[MITgcm-support] Problem with parallel build: No. of processes not equal to nPx*nPy

Chun-Yan Zhou c.zhou at dundee.ac.uk
Fri Nov 11 12:51:38 EST 2011


Hi Martin and Gustavo, 
 I took Martin's first solution to add the  'libmpi_f77.so' to  

    LD_LIBRARY_PATH setup in my .bash_profile. It worked! finally! But another funny error occurred. 
  

S/R EEBOOT_MINIMAL: No. of processes not equal to nPx*nPy     1     4 
STOP ABNORMAL END: PROGRAM MAIN 

In this message i believe the first column (1)  is how many processors the code recognizes it   
should run. 
The second column (4)  is the number  of procs i request in my mpi command 
 on . Correct? 

I noticed that same error happened 2009 http://mitgcm.org/pipermail/mitgcm-support/2009-April/006011.html 
But I didn't see a solution there except for the genmake2 change. Any idea about the problem? 
  
 I also tried to delete the file Size.h_mpi and CPP_EEOPTIONS.h_mpi, still got the same error message. 
The size.h is as follows. 

      INTEGER sNx 
      INTEGER sNy 
      INTEGER OLx 
      INTEGER OLy 
      INTEGER nSx 
      INTEGER nSy 
      INTEGER nPx 
      INTEGER nPy 
      INTEGER Nx 
      INTEGER Ny 
      INTEGER Nr 
      PARAMETER ( 
     &           sNx =  40, 
     &           sNy =  21, 
     &           OLx =   3, 
     &           OLy =   3, 
     &           nSx =   1, 
     &           nSy =   1, 
     &           nPx =   2, 
     &           nPy =   2, 
     &           Nx  = sNx*nSx*nPx, 
     &           Ny  = sNy*nSy*nPy, 
     &           Nr  =   8) 

C     MAX_OLX :: Set to the maximum overlap region size of any array 
C     MAX_OLY    that will be exchanged. Controls the sizing of exch 
C                routine buffers. 
      INTEGER MAX_OLX 
      INTEGER MAX_OLY 
      PARAMETER ( MAX_OLX = OLx, 
     &            MAX_OLY = OLy )  


BTW, Gustavo, you are right. The MPI_INC_DIR is a *direction*,so I just add the line 
MPI_INC_DIR=/usr/include/openmpi-x86_64              in my case.  

Best wishes! 
chunyan
 
>>> <mitgcm-support-request at mitgcm.org> 11/11/2011 5:00 PM >>>
Send MITgcm-support mailing list submissions to
mitgcm-support at mitgcm.org

To subscribe or unsubscribe via the World Wide Web, visit
http://mitgcm.org/mailman/listinfo/mitgcm-support
or, via email, send a message with subject or body 'help' to
mitgcm-support-request at mitgcm.org

You can reach the person managing the list at
mitgcm-support-owner at mitgcm.org

When replying, please edit your Subject line so it is more specific
than "Re: Contents of MITgcm-support digest..."


Today's Topics:

   1. Problem with parallel build (Chun-Yan Zhou)
   2. Re: Problem with parallel build (Martin Losch)
   3. Re: Problem with parallel build (Gustavo Correa)
   4. Re: Problem with parallel build (Chun-Yan Zhou)
   5. Re: Problem with parallel build (Martin Losch)

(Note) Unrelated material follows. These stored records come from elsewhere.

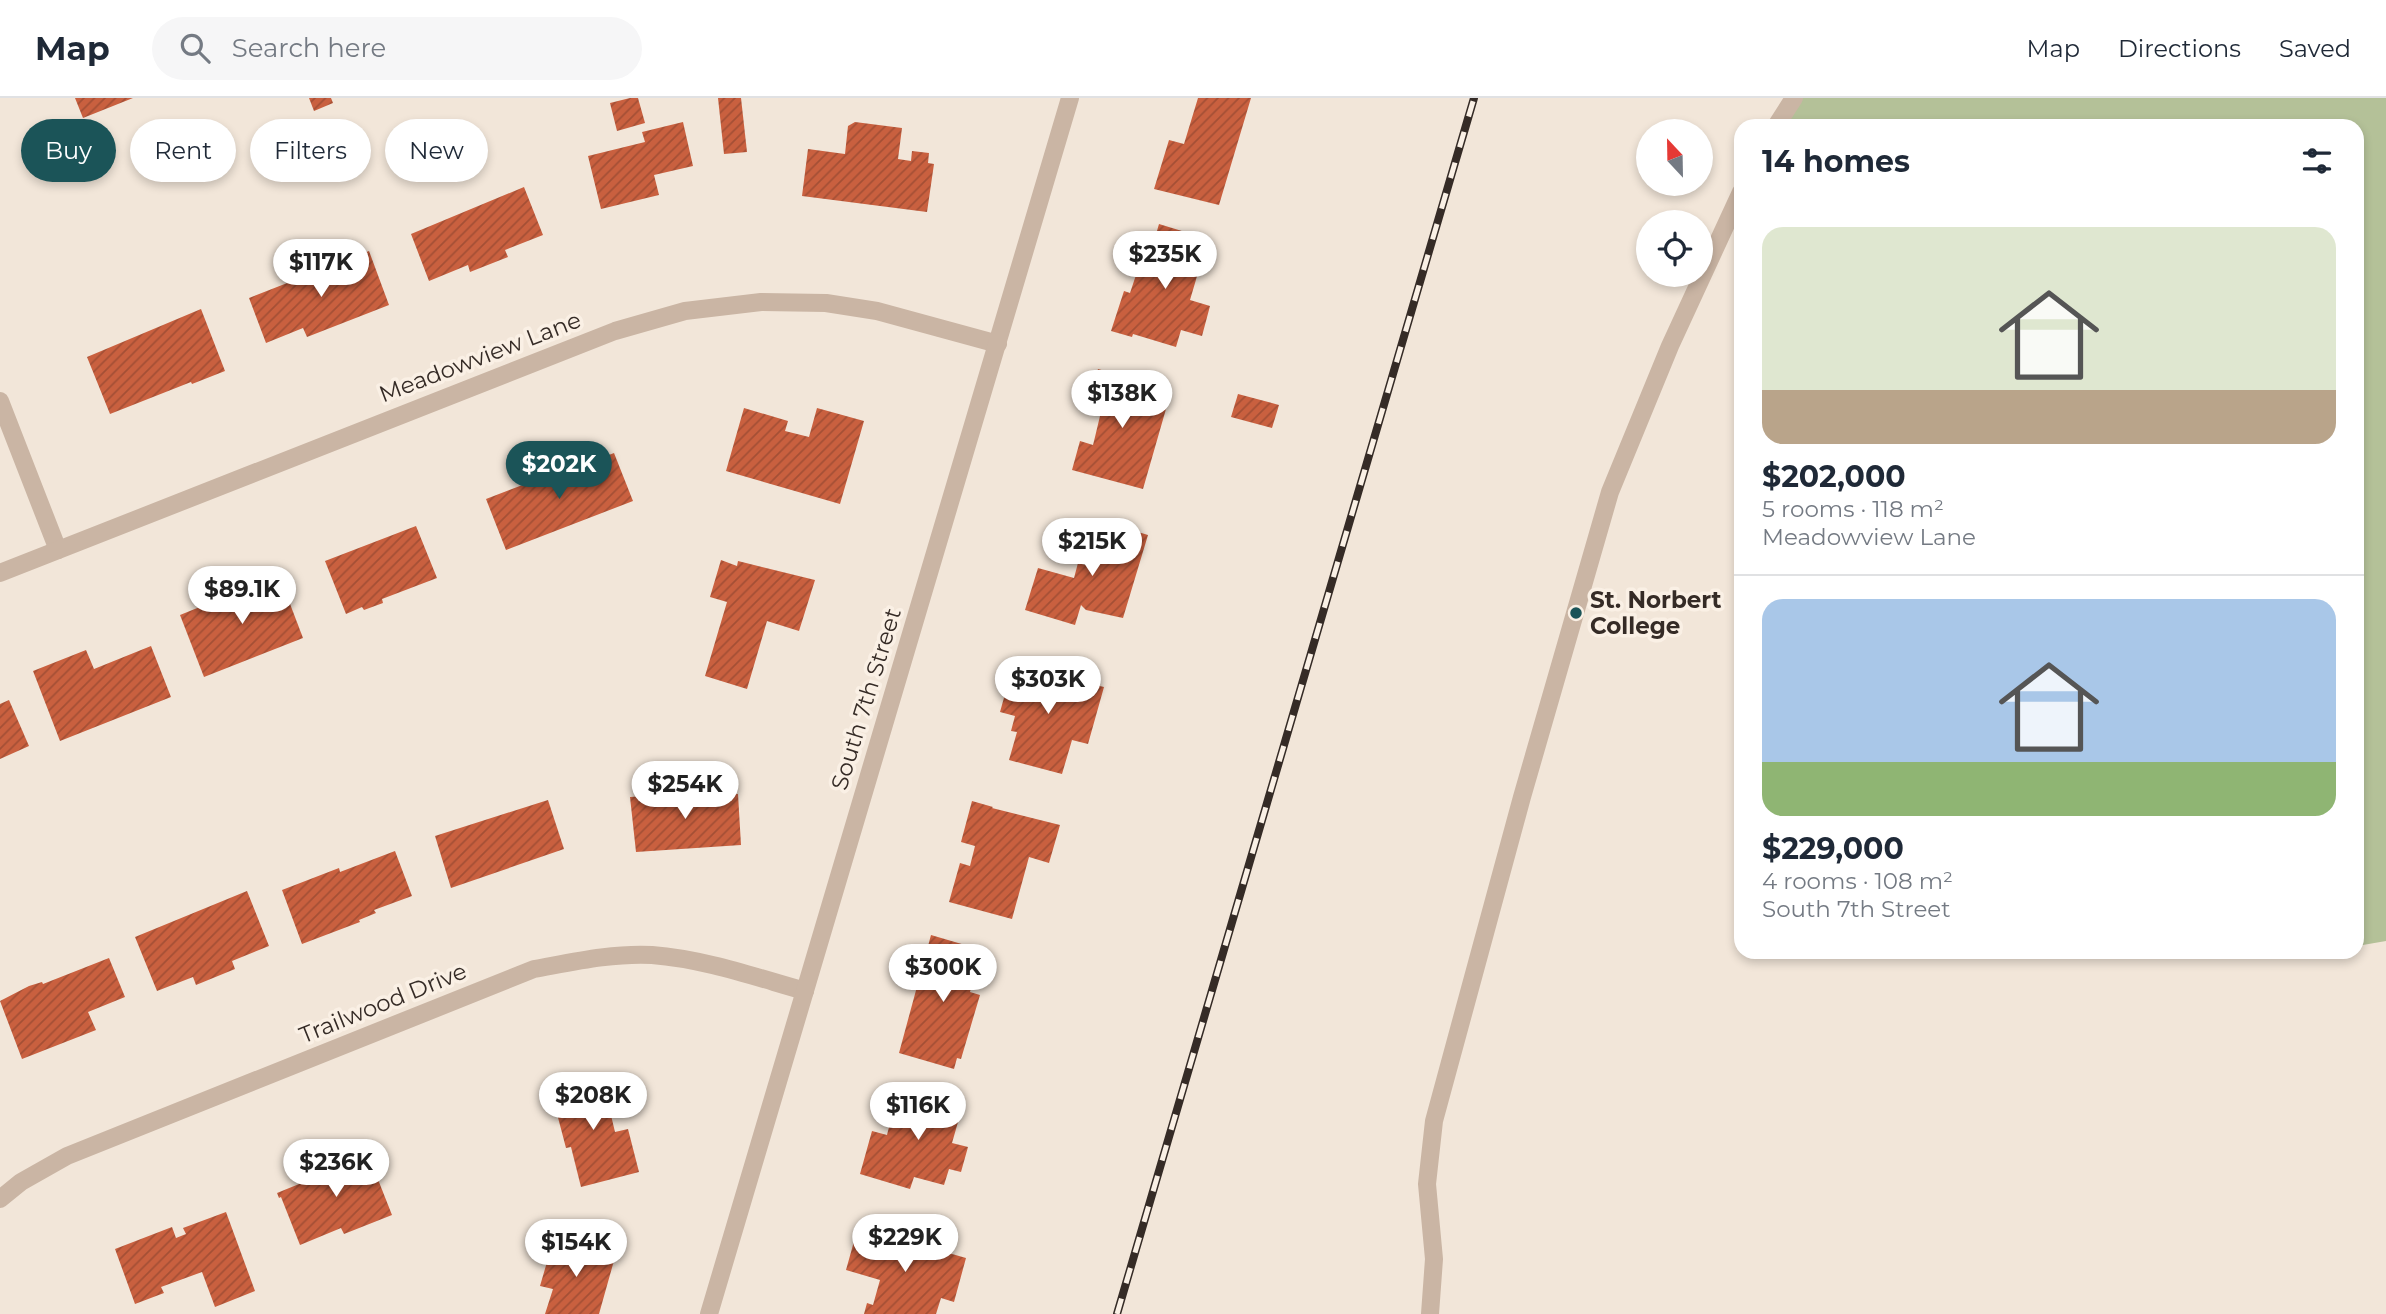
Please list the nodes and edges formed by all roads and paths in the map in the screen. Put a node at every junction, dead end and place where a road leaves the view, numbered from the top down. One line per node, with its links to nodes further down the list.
1 (1070, 98): 5 (street, South 7th Street)
2 (1794, 98): 3 (street)
3 (1780, 119)
4 (1734, 207): 12 (street)
5 (998, 344): 7 (street, Meadowview Lane); 9 (street, South 7th Street)
6 (0, 401): 7 (street)
7 (58, 550): 8 (street, Meadowview Lane)
8 (0, 573)
9 (805, 991): 10 (street, Trailwood Drive); 11 (street, South 7th Street)
10 (0, 1199)
11 (709, 1314)
12 (1430, 1314)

----------------------------------------------------------------------

Message: 1
Date: Fri, 11 Nov 2011 12:02:07 +0000
From: "Chun-Yan Zhou" <c.zhou at dundee.ac.uk>
To: <mitgcm-support at mitgcm.org>
Subject: [MITgcm-support] Problem with parallel build
Message-ID: <4EBD0EBF0200003200009AFF at ia-gw-6.dundee.ac.uk>
Content-Type: text/plain; charset="us-ascii"


Dear Gustavo,
 
Thanks for your help. Yes, I found the mpif77 in the path '/usr/lib64/openmpi/bin/' and the mpif.h in the path  '/usr/include/openmpi-x86_64/', but still can't find the mpiof.h and the the administer told me that he don't (yet) know which package mpiof.h belongs to - could you confirm this is the correct filename?
Anyway, I tried to modify the 'linux_amd64_gfortran+mpi_generic' as follows:
 
    MPI_HEADER_FILES='mpif.h mpiof.h'
    MPI_HEADER_FILES_INC='/usr/include/openmpi-x86_64/mpif.h'

../../../tools/cyrus-imapd-makedepend/makedepend: warning:  mdsio_readvector.F (reading EESUPPORT.h, line 175): cannot find include file "mpif.h"
not in mpif.h
not in mpif.h
not in /usr/include/mpif.h

It seems it didn't point to the mpif.h path I set.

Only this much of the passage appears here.